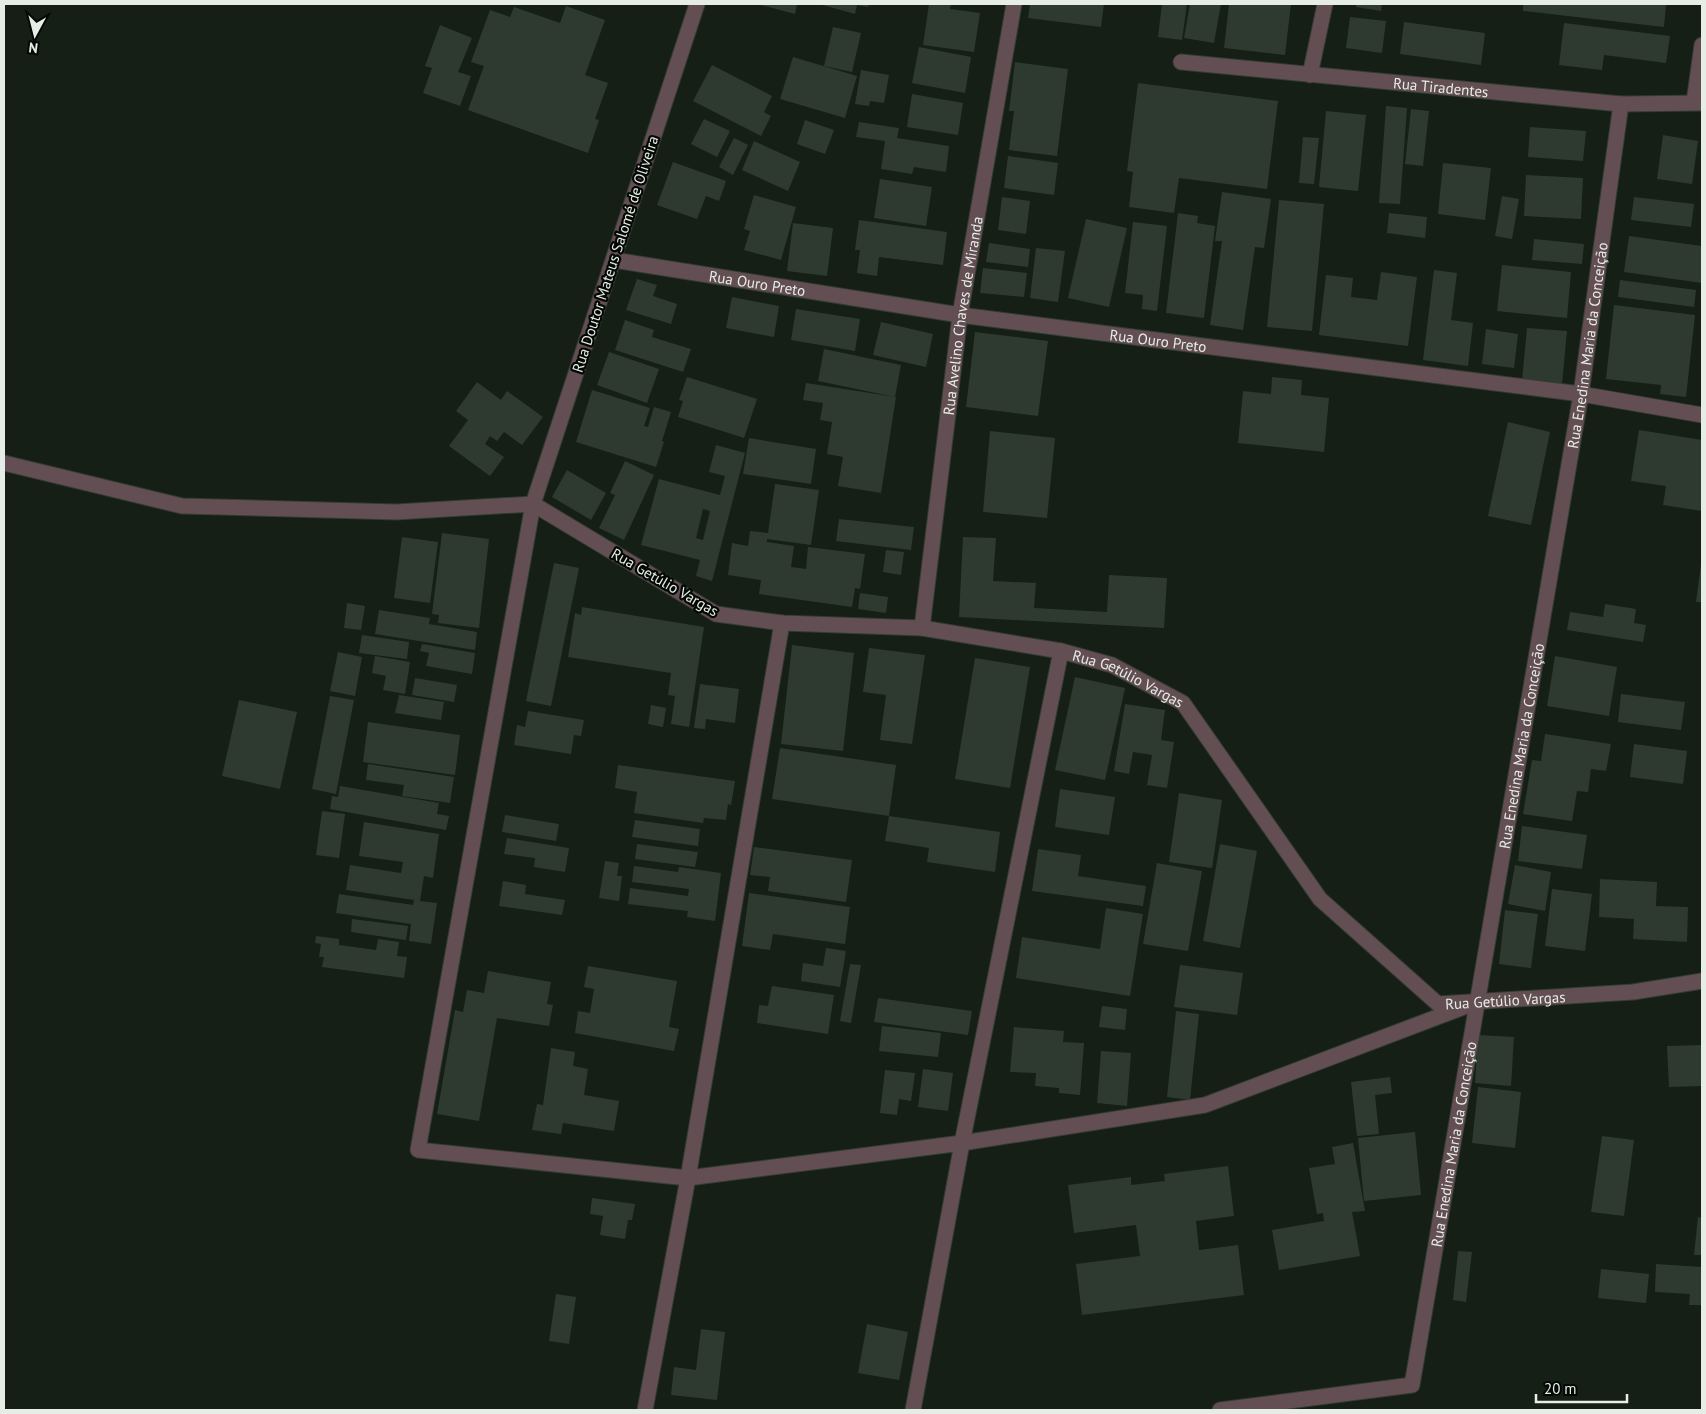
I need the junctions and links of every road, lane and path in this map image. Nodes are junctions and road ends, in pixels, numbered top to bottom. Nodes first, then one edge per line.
1 (697, 4) edge
2 (1014, 4) edge
3 (1325, 4) edge
4 (1702, 45) edge
5 (1181, 62) dead end
6 (1310, 75) junction
7 (1698, 103) edge
8 (1621, 104) junction
9 (614, 260) junction
10 (960, 315) junction
11 (1581, 394) junction
12 (1702, 415) edge
13 (4, 463) edge
14 (532, 504) junction
15 (782, 624) junction
16 (922, 628) junction
17 (1061, 651) junction
18 (1702, 981) edge
19 (1477, 1002) junction
20 (962, 1143) junction
21 (688, 1178) junction
22 (645, 1410) edge
23 (913, 1410) edge
24 (1220, 1410) edge

1 - 9 street, Rua Doutor Mateus Salomé de Oliveira
2 - 10 street, Rua Avelino Chaves de Miranda
3 - 6 street
4 - 7 street
5 - 6 street, Rua Tiradentes
6 - 8 street, Rua Tiradentes
7 - 8 street, Rua Tiradentes
8 - 11 street, Rua Enedina Maria da Conceição
9 - 10 street, Rua Ouro Preto
9 - 14 street, Rua Doutor Mateus Salomé de Oliveira
10 - 11 street, Rua Ouro Preto
10 - 16 street, Rua Avelino Chaves de Miranda
11 - 12 street, Rua Ouro Preto
11 - 19 street, Rua Enedina Maria da Conceição
13 - 14 street
14 - 15 street, Rua Getúlio Vargas
14 - 21 street, Rua Doutor Mateus Salomé de Oliveira
15 - 16 street, Rua Getúlio Vargas
15 - 21 street
16 - 17 street, Rua Getúlio Vargas
17 - 19 street, Rua Getúlio Vargas
17 - 20 street
18 - 19 street, Rua Getúlio Vargas
19 - 20 street
19 - 24 street, Rua Enedina Maria da Conceição
20 - 21 street
20 - 23 street
21 - 22 street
※ ※ ※
- _Instructions to follow_: The answer is the listing above restated word for word, pictures removed.

- _Your solution_:
I need the junctions and links of every road, lane and path in this map image. Nodes are junctions and road ends, in pixels, numbered top to bottom. Nodes first, then one edge per line.
1 (697, 4) edge
2 (1014, 4) edge
3 (1325, 4) edge
4 (1702, 45) edge
5 (1181, 62) dead end
6 (1310, 75) junction
7 (1698, 103) edge
8 (1621, 104) junction
9 (614, 260) junction
10 (960, 315) junction
11 (1581, 394) junction
12 (1702, 415) edge
13 (4, 463) edge
14 (532, 504) junction
15 (782, 624) junction
16 (922, 628) junction
17 (1061, 651) junction
18 (1702, 981) edge
19 (1477, 1002) junction
20 (962, 1143) junction
21 (688, 1178) junction
22 (645, 1410) edge
23 (913, 1410) edge
24 (1220, 1410) edge

1 - 9 street, Rua Doutor Mateus Salomé de Oliveira
2 - 10 street, Rua Avelino Chaves de Miranda
3 - 6 street
4 - 7 street
5 - 6 street, Rua Tiradentes
6 - 8 street, Rua Tiradentes
7 - 8 street, Rua Tiradentes
8 - 11 street, Rua Enedina Maria da Conceição
9 - 10 street, Rua Ouro Preto
9 - 14 street, Rua Doutor Mateus Salomé de Oliveira
10 - 11 street, Rua Ouro Preto
10 - 16 street, Rua Avelino Chaves de Miranda
11 - 12 street, Rua Ouro Preto
11 - 19 street, Rua Enedina Maria da Conceição
13 - 14 street
14 - 15 street, Rua Getúlio Vargas
14 - 21 street, Rua Doutor Mateus Salomé de Oliveira
15 - 16 street, Rua Getúlio Vargas
15 - 21 street
16 - 17 street, Rua Getúlio Vargas
17 - 19 street, Rua Getúlio Vargas
17 - 20 street
18 - 19 street, Rua Getúlio Vargas
19 - 20 street
19 - 24 street, Rua Enedina Maria da Conceição
20 - 21 street
20 - 23 street
21 - 22 street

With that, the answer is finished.